A la combinación tóxica de los factores arriba señalados se unen los cambios disruptivos producidos por la IV Revolución industrial, las nuevas formas de hacer política nacidas del cambio tecnológico y la importancia creciente de las redes sociales y las fake news.
Esta nueva y compleja realidad demanda una agenda renovada de reformas que apunten a mejorar los niveles de representación, garantizar la gobernabilidad y fortalecer la resiliencia de la democracia, es decir, la capacidad de los sistemas sociales para afrontar las crisis y los desafios complejos, así como sobrevivir a ellos, innovar y recuperarse.
Mayor participación
La prioridad pasa por garantizar una ciudadanía efectiva, aumentar la participación ciudadana, recuperar la legitimidad y credibilidad de las instituciones y asegurar la plena vigencia del Estado de derecho, dirigida a sentar las bases de una democracia de nueva generación, de mejor calidad y mayor resiliencia.

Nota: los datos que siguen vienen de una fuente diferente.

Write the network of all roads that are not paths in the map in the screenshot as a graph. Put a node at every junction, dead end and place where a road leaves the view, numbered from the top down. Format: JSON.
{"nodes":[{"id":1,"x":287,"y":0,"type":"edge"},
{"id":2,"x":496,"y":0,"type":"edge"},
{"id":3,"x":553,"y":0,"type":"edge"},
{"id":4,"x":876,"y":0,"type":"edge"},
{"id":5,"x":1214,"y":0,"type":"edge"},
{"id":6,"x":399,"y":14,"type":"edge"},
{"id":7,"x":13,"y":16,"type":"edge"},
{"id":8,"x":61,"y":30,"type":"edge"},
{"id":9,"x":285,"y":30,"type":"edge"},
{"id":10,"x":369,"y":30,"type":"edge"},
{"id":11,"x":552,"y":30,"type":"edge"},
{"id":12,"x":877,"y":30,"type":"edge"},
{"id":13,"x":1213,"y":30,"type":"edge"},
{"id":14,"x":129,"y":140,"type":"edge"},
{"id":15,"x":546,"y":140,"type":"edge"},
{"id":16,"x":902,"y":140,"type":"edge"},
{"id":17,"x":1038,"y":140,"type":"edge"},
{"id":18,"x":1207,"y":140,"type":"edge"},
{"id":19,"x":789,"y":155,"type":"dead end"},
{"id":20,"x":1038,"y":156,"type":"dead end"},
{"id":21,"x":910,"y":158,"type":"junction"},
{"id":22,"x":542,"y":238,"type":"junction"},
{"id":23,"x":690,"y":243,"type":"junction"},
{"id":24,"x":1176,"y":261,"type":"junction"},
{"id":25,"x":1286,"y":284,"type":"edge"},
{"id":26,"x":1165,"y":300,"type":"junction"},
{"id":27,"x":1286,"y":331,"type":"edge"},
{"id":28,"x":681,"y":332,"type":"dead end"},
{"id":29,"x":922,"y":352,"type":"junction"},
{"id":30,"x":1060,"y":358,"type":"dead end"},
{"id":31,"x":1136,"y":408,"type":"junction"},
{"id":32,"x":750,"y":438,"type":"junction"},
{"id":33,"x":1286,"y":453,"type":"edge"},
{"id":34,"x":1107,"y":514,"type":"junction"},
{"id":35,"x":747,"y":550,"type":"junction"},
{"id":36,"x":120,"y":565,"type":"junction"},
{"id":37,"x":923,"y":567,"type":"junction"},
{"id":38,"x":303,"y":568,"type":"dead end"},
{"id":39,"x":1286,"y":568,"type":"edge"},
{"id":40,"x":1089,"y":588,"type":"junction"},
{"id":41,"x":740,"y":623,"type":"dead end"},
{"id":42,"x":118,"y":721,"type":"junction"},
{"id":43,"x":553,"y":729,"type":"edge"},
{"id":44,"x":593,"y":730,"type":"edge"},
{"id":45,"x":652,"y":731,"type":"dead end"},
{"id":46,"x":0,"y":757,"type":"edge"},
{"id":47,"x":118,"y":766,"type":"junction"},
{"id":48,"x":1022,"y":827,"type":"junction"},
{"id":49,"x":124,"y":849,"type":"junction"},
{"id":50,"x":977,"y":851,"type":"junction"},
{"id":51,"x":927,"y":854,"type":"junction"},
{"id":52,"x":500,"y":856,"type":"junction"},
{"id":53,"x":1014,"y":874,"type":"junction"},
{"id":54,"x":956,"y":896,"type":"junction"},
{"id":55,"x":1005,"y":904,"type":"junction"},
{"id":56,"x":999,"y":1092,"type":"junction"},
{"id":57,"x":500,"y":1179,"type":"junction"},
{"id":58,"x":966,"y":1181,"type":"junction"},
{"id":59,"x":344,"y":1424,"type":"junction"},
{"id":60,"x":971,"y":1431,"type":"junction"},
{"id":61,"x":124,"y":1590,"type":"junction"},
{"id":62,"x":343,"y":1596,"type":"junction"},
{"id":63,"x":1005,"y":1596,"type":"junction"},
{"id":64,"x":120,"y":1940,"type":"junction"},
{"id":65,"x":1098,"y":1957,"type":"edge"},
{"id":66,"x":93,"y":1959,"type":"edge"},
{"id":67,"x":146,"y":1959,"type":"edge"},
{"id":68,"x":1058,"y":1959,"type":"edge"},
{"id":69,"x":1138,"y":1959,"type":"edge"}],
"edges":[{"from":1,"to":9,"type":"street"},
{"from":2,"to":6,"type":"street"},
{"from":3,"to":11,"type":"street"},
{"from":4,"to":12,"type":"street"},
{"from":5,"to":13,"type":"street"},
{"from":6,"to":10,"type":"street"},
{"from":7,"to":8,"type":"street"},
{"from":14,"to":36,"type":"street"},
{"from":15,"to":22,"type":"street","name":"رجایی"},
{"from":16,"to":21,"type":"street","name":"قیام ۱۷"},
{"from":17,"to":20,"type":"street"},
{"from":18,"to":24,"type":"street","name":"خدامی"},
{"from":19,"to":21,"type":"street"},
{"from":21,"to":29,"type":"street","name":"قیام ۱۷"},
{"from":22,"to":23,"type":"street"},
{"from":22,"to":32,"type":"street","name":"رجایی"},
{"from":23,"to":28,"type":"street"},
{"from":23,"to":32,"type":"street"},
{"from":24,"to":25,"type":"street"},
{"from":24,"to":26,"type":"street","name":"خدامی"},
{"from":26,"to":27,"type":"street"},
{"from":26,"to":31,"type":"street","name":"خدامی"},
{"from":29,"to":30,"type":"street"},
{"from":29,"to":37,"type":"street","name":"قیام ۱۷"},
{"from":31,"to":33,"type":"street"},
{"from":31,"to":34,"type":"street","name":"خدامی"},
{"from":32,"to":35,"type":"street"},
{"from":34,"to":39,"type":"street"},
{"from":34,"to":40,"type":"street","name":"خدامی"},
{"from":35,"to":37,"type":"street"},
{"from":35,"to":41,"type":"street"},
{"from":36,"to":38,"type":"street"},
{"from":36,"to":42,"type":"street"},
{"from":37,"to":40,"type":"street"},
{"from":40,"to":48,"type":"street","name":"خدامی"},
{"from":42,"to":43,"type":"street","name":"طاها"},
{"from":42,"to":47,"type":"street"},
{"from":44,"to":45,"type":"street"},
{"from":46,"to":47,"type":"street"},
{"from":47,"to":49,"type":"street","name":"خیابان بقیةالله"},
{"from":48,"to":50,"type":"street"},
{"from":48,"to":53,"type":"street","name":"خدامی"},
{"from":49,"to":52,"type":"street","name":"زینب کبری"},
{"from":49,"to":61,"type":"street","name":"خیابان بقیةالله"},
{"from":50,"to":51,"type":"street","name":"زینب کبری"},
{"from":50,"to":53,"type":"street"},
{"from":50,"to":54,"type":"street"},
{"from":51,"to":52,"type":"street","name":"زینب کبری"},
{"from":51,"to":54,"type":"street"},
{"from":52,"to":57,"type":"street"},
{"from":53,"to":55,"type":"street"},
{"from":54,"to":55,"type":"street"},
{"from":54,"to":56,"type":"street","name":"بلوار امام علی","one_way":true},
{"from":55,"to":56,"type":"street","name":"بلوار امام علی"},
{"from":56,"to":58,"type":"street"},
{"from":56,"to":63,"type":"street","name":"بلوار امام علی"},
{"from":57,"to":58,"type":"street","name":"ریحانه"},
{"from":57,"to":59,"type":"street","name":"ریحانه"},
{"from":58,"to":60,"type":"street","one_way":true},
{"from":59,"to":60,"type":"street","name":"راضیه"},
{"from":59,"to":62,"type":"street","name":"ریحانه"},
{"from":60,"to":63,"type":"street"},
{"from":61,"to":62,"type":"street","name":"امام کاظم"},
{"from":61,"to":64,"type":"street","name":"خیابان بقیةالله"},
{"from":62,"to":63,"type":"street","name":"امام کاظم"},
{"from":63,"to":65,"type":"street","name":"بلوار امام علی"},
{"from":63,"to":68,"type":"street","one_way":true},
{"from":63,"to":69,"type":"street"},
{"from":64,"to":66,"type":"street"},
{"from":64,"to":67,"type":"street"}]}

Para eso es necesario impulsar un conjunto de reformas políticas cuyos objetivos sean contar con:
1) partidos modernos y democráticos con financiamiento transparente, y Parlamentos legítimos, con capacidad para representar y encauzar las demandas sociales, complementados con mecanismos de participación ciudadana;
2) instituciones y mecanismos de control que impidan el ejercicio abusivo del poder y aseguren niveles apropiados de transparencia y rendición de cuentas;
3) un Poder Judicial independiente y con recursos adecuados para asegurar la vigencia del Estado de derecho y la seguridad jurídica.
Esta es la agenda que el liderazgo político latinoamericano necesita debatir sin demoras, con inteligencia y capacidad de innovar, para recuperar la confianza y la complicidad de una ciudadanía que se identifica con la democracia pero que descree de sus instituciones y está crecientemente indignada con la política y sus élites.